Question

The radius of the proton is about $10^{-15} m$. The radius of the observable universe is $10^{26}m$. Identify the distance which is half-way between these two extremes on a logarithmic scale.
a) $10^{21}m$
b) $10^{6}m$
c) $10^{-6}m$
d) $10^{8}m$

Answer 1

Hint : A logarithmic unit is a system that can be utilized to display a quantity on a logarithmic rule, that is, as being proportionate to the benefit of a logarithm function implemented to the proportion of the quantity and a reference quantity of the equal type.

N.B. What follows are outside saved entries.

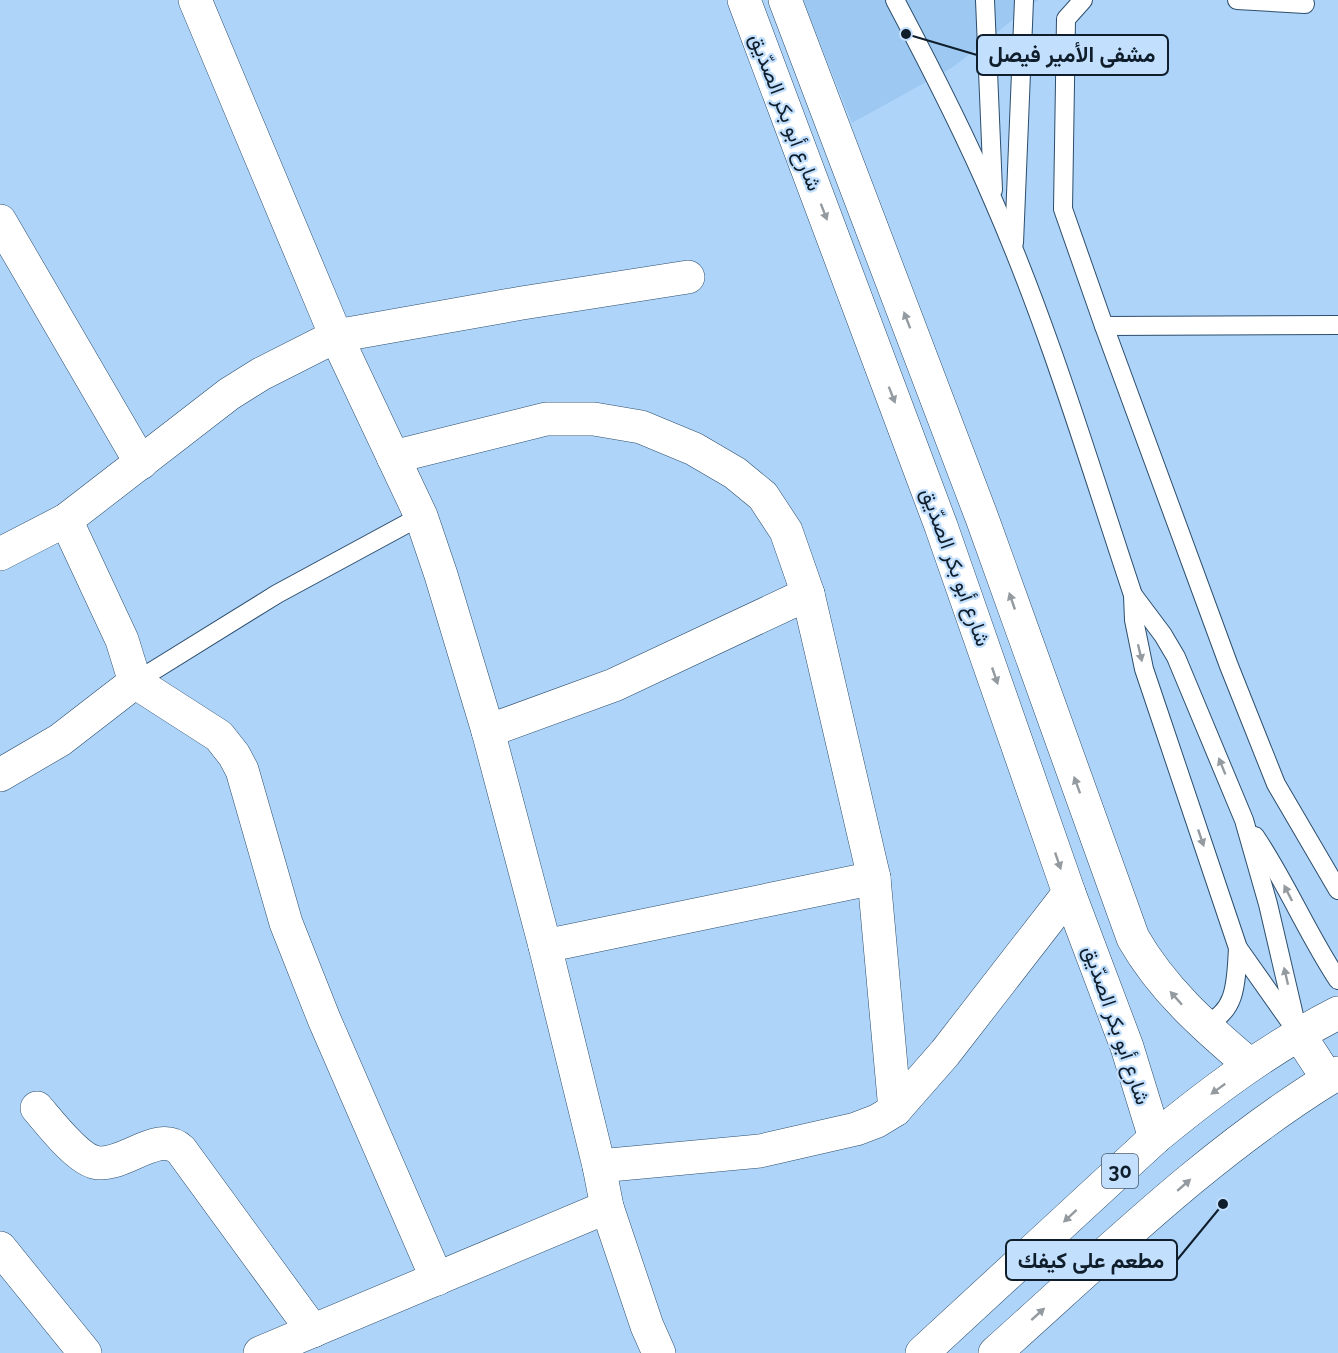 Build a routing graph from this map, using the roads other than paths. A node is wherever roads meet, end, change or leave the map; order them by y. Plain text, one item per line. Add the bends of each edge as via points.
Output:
1 (744, 0) edge
2 (785, 0) edge
3 (895, 0) edge
4 (985, 0) edge
5 (1024, 0) edge
6 (1083, 0) edge
7 (1237, 0) edge
8 (206, 4) edge
9 (1305, 4) dead end
10 (994, 201) junction
11 (0, 221) edge
12 (1014, 250) junction
13 (688, 277) dead end
14 (1338, 325) edge
15 (1104, 326) junction
16 (336, 336) junction
17 (393, 456) junction
18 (141, 463) junction
19 (421, 516) junction
20 (66, 520) junction
21 (0, 554) edge
22 (808, 594) junction
23 (1133, 595) junction
24 (135, 682) junction
25 (488, 731) junction
26 (0, 776) edge
27 (1244, 820) junction
28 (874, 878) junction
29 (1338, 890) edge
30 (1070, 893) junction
31 (545, 946) junction
32 (1238, 948) junction
33 (1338, 980) edge
34 (1338, 1013) edge
35 (1204, 1024) junction
36 (1298, 1033) junction
37 (1250, 1065) junction
38 (1333, 1076) edge
39 (37, 1108) dead end
40 (895, 1110) junction
41 (1155, 1138) junction
42 (599, 1166) junction
43 (607, 1207) junction
44 (0, 1248) edge
45 (437, 1279) junction
46 (313, 1331) junction
47 (85, 1353) edge
48 (260, 1353) edge
49 (658, 1353) edge
50 (922, 1353) edge
51 (994, 1353) edge

1 -> 30 street, شارع أبو بكر الصدّيق via 941,526
35 -> 2 street, شارع أبو بكر الصدّيق via 1179,1002 1147,963 1133,938 982,518
3 - 10 lane via 960,125
4 - 10 lane
5 - 12 lane
6 - 15 lane via 1066,19 1063,209
7 - 9 lane
8 - 16 street
10 - 12 lane
11 - 18 street
12 - 23 lane
13 - 16 street
14 - 15 lane
15 - 29 lane via 1276,784
16 - 17 street
16 - 18 street via 229,394
17 - 19 street
17 - 22 street via 546,419 594,419 641,427 694,449 735,473 763,496 786,531
18 - 20 street
19 - 24 lane via 277,594
19 - 25 street
20 - 21 street
20 - 24 street via 122,640
22 - 25 street via 614,685
22 - 28 street
27 -> 23 lane via 1176,657
23 -> 32 lane via 1144,669
24 - 26 street via 60,740
24 - 45 street via 219,736 242,770 286,922
25 - 31 street
33 -> 27 lane via 1273,862
36 -> 27 lane
28 - 31 street
28 - 40 street
30 - 40 street via 945,1053
30 - 41 street, شارع أبو بكر الصدّيق via 1127,1047
31 - 42 street
32 - 35 lane via 1231,1003 1216,1020
32 - 36 lane
34 - 36 street, 30
35 - 37 street, شارع أبو بكر الصدّيق
36 - 37 street, 30
36 - 38 street
37 -> 41 street, 30
51 -> 38 street, 30 via 1190,1179 1250,1132
39 - 46 street via 65,1141 94,1163 168,1142 175,1144
40 - 42 street via 856,1129 760,1151
41 -> 50 street, 30
42 - 43 street
43 - 45 street
43 - 49 street
44 - 47 street
45 - 46 street
46 - 48 street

Complete step-by-step solution:
Radius of the proton, $r = 10^{-15}m$
Radius of the observable universe, $R = 10^{26}m$
We need to find the distance which is half-way between these two extremes on a logarithmic scale.
Mid-point of the logarithmic scale is obtained by taking the sum of the log of radius divided by two.
Mid-point $= \dfrac{1}{2} ( log r + log R)$
$= \dfrac{1}{2} ( log 10^{-15} + log 10^{26})$
$= \dfrac{1}{2} (-15 + 26)$
$= \dfrac{11}{2} = 5.5$
Mid-point $= 10^{5.5} \simeq 10^{6}$
Distance which is half-way between these two extremes on a logarithmic scale is $10^{6} m$.
Option (b) is correct.

Note: A spectrum that contains overlapping of various colors is described as an impure Spectrum. In different words, in an impure spectrum, the colors are not separate and independent, but they flap. On the opposite hand, a spectrum with every color separate and independent is named a pure spectrum.